Google DeepDream: immagini psichedeliche e surreali di una mente artificiale

Aaron non è l’unico esempio di intelligenza artificiale in grado di produrre opere d’arte. Ovviamente. DeepDream è un esempio di rete neurale convoluzionale che prende in input un’immagine esistente – Simone Scardapane, co-organizzatore del primo ML Meetup a Roma, la definisce «una rete neurale già allenata» – e la trasforma sfruttando il pattern dell’immagine stessa, quindi la sua struttura ripetitiva, fino a produrre un’immagine completamente diversa da quella iniziale, distorta, vagamente onirica e allucinogena. La rete convoluzionale, è una rete artificiale di tipo feed-forward: a differenza di una rete neurale artificiale ricorrente, le connessioni fra le varie unità non formano cicli ma informazioni unidirezionali.

Una immagine molto onirica

Immagine creata con DeepDream.

Nato nel 2014, DeepDream – il cui codice è oggi open source – permette di produrre forme che richiamano un’illusione subcosciente attraverso la quale tendiamo a riconoscere nelle forme prodotte volti o oggetti noti, in maniera istintiva e del tutto automatica. È l’illusione pareidolitica o pareidolia.

Nello scorso anno due opere create con DeepDream sono state vendute per 8.000 dollari.

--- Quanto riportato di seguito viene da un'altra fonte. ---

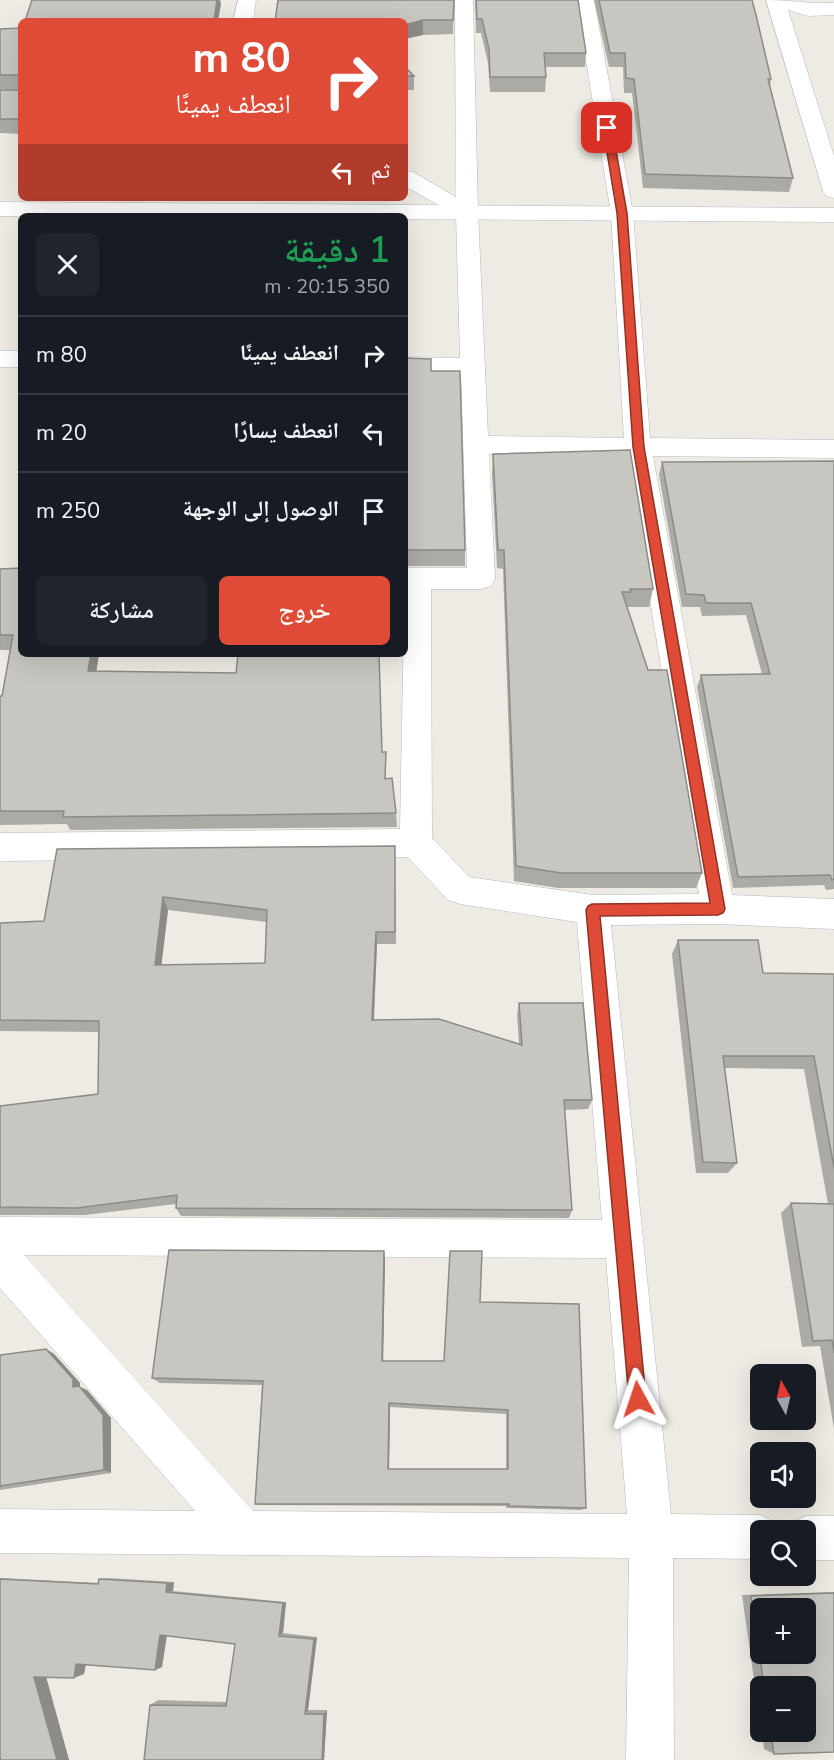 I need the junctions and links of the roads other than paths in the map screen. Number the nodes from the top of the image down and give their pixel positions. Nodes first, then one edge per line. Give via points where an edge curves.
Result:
1 (246, 0) edge
2 (464, 0) edge
3 (585, 0) edge
4 (776, 0) edge
5 (834, 9) edge
6 (243, 18) edge
7 (408, 179) edge
8 (834, 191) edge
9 (0, 209) edge
10 (467, 212) junction
11 (128, 213) edge
12 (622, 213) junction
13 (834, 215) edge
14 (0, 359) edge
15 (18, 359) edge
16 (408, 365) edge
17 (473, 366) junction
18 (476, 445) junction
19 (638, 447) junction
20 (834, 449) edge
21 (411, 578) edge
22 (416, 843) junction
23 (0, 847) edge
24 (718, 909) junction
25 (592, 910) junction
26 (834, 914) edge
27 (0, 1236) edge
28 (622, 1239) junction
29 (0, 1258) edge
30 (0, 1531) edge
31 (243, 1533) junction
32 (651, 1537) junction
33 (750, 1537) edge
34 (816, 1538) edge
35 (834, 1538) edge
36 (650, 1760) edge

1 - 6 street
2 - 10 street
3 - 12 street
4 - 5 street via 808,10
4 - 8 street
7 - 10 street
9 - 11 street
10 - 11 street
10 - 12 street
10 - 17 street
12 - 13 street
12 - 19 street
14 - 15 street
16 - 17 street
17 - 18 street
18 - 19 street
18 - 21 street via 481,579
19 - 20 street
19 - 24 street
21 - 22 street
22 - 23 street
22 - 25 street via 460,890
24 - 25 street
24 - 26 street
25 - 28 street
27 - 28 street
28 - 32 street
29 - 31 street
30 - 31 street
31 - 32 street
32 - 33 street
32 - 36 street
34 - 35 street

A questo punto, la paternità dell’opera a chi deve essere riconosciuta? In questo caso agli artisti umani che hanno generato le immagini: secondo quanto riportato da Robert Hart in un suo articolo su Quarz, anche avvocati e docenti di materie giuridiche non credono si possa riconoscere come autore un’intelligenza artificiale. Eran Kahana, avvocato specializzato in diritto della proprietà intellettuale a Maslon LLP e assistente con incarico di insegnamento alla Stanford Law School, ha sottolineato che la legge sulla proprietà intellettuale nasce per impedire a persone diverse dal creatore di un’opera, di utilizzarla per scopi di lucro. In modo da permettere al solo autore di trarne giovamento. Un’intelligenza artificiale non ha – ancora – queste esigenze.

I robot sono nati per aiutare o sostituire l’uomo nello svolgimento di compiti ripetitivi e pesanti. Cosa ne sarà dell’intelligenza umana quando quella artificiale avrà le capacità per sostituirla anche nello svolgimento di tutte quelle azioni in cui, solitamente, è richiesta la creatività dell’essere umano? Quale sarà l’elemento che differenzierà l’uomo da un umanoide? Secondo Jürgen Schmidhuber, considerato il padre della moderna intelligenza artificiale, l’uomo sarà sempre in grado di reinventarsi e trovare come interagire con i suoi simili, così come stiamo già facendo. In un’intervista di Gerhard Lob, Schmidhuber dichiara infatti che molte delle professioni svolte in questi anni potrebbero essere considerate non essenziali alla sopravvivenza della specie. Così come sappiamo già che le macchine sono in grado di correre molto più velocemente degli uomini, ma ciò nonostante ci emozioniamo ancora quando Usain Bolt e altri campioni sono riconosciuti in tutto il mondo perché corrono più veloce degli altri.

La sfida, dunque, rimarrà sempre tra gli uomini.

(Immagine in evidenza creata con: InstaPainting).